*Exercise brief:* Pick out each line in these entries that contains the string "Build".

*Provided data:*
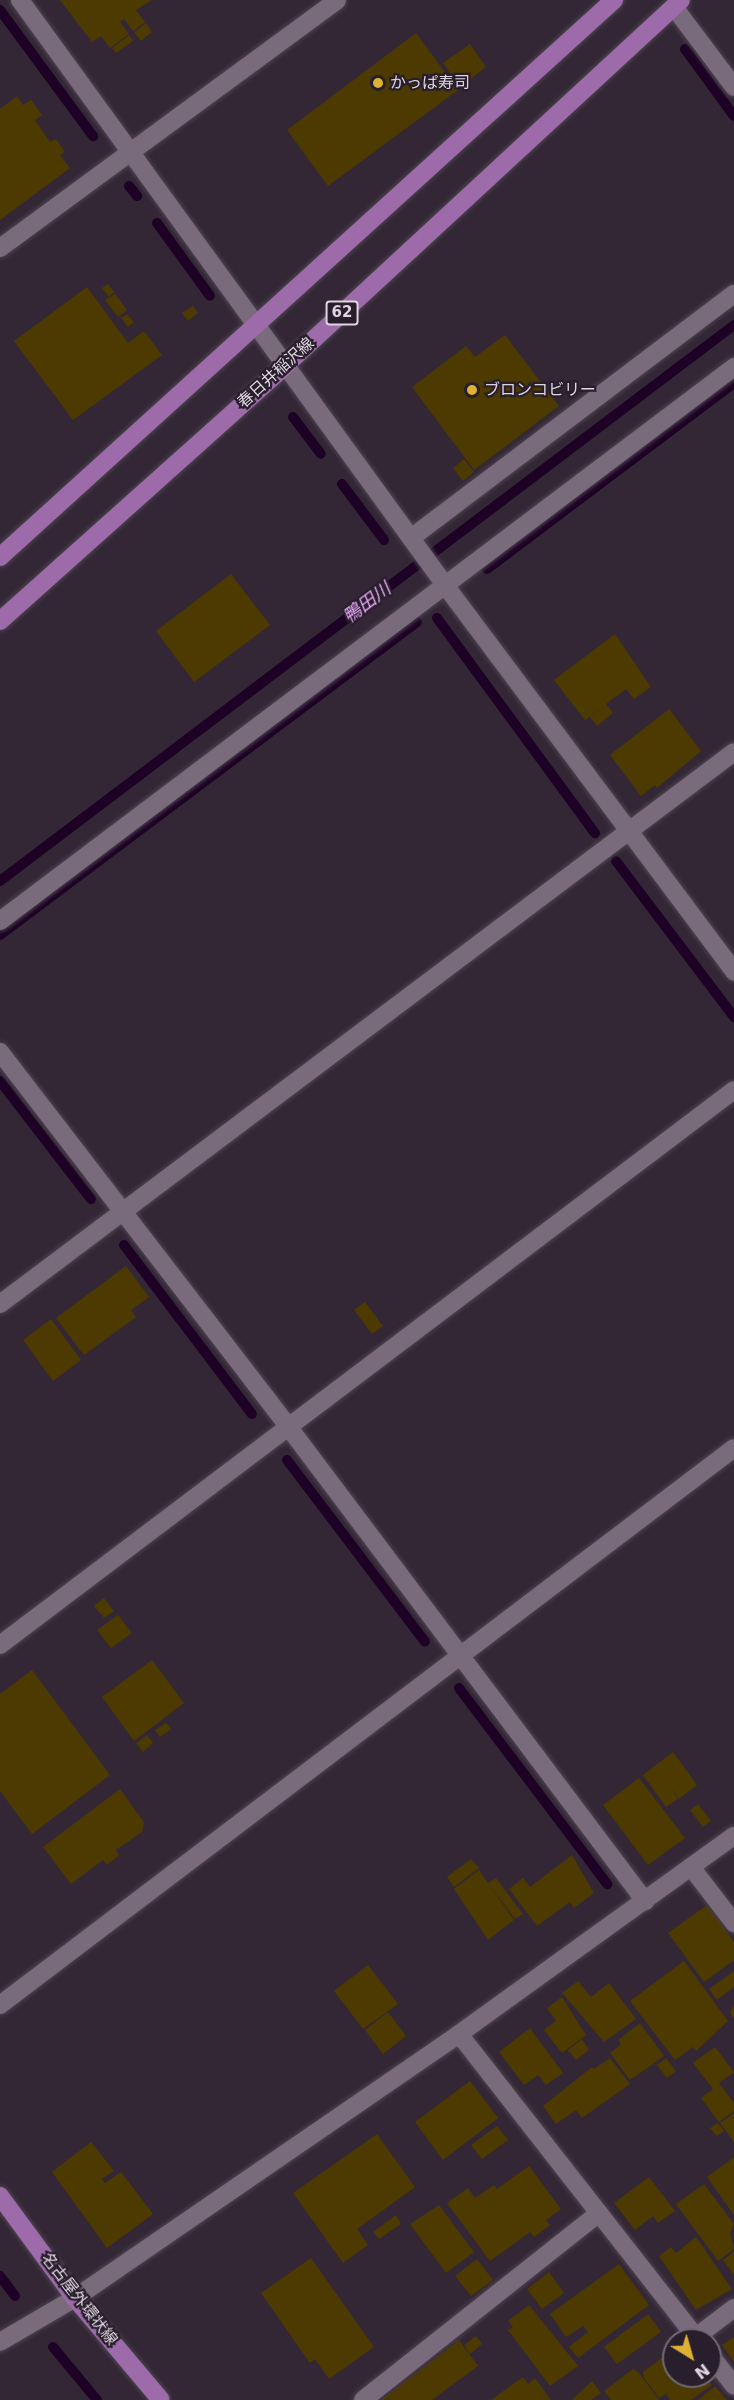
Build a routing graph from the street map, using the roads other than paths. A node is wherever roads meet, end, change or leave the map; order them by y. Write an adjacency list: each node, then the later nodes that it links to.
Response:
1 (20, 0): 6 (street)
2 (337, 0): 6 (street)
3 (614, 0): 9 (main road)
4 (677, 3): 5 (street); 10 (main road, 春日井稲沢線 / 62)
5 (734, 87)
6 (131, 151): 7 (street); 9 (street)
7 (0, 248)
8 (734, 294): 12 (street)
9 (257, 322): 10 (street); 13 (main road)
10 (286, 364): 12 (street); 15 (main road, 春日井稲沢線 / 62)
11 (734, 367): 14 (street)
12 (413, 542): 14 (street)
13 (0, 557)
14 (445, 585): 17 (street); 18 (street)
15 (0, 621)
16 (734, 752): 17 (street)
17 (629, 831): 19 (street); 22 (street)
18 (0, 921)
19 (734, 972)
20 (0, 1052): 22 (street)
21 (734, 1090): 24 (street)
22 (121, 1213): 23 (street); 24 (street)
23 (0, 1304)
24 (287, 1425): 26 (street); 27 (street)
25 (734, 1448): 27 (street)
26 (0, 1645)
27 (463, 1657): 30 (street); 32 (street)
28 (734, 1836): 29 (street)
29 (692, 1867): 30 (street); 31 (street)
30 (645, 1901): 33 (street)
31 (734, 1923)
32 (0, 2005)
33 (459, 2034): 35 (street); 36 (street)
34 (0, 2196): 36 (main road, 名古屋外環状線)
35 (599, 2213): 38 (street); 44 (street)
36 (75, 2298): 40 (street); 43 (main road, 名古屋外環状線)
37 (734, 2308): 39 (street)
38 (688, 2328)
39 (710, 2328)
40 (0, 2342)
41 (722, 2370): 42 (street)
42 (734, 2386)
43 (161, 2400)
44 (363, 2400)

==

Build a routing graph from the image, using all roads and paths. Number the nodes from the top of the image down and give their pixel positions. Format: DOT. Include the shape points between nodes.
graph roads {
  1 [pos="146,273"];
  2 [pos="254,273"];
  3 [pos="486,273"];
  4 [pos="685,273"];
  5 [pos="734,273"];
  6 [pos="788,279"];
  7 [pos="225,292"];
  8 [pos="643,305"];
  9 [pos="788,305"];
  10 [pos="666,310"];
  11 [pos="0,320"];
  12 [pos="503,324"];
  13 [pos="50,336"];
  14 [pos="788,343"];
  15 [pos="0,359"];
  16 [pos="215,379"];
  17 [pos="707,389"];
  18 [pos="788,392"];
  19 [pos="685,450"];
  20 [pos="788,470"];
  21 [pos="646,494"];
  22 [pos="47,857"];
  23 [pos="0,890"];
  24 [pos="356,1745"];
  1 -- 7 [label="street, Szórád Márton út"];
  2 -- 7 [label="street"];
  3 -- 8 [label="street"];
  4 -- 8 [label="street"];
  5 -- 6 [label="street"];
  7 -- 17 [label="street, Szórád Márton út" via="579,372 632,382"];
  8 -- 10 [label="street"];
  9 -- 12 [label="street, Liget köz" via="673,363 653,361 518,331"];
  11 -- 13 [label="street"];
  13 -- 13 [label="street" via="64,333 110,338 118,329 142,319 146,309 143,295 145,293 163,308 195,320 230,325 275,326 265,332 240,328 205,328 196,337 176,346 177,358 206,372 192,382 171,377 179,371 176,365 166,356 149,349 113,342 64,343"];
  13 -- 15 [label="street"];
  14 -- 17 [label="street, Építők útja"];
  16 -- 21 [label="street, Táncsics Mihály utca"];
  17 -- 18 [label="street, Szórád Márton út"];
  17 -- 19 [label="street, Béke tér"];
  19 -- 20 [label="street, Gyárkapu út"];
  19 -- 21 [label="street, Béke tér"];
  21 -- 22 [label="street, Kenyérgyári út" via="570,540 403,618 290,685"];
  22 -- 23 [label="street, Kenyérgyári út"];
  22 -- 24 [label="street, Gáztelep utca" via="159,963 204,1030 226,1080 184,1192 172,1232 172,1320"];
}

*Exercise output:*
Build a routing graph from the street map, using the roads other than paths. A node is wherever roads meet, end, change or leave the map; order them by y. Write an adjacency list: each node, then the later nodes that it links to.
Build a routing graph from the image, using all roads and paths. Number the nodes from the top of the image down and give their pixel positions. Format: DOT. Include the shape points between nodes.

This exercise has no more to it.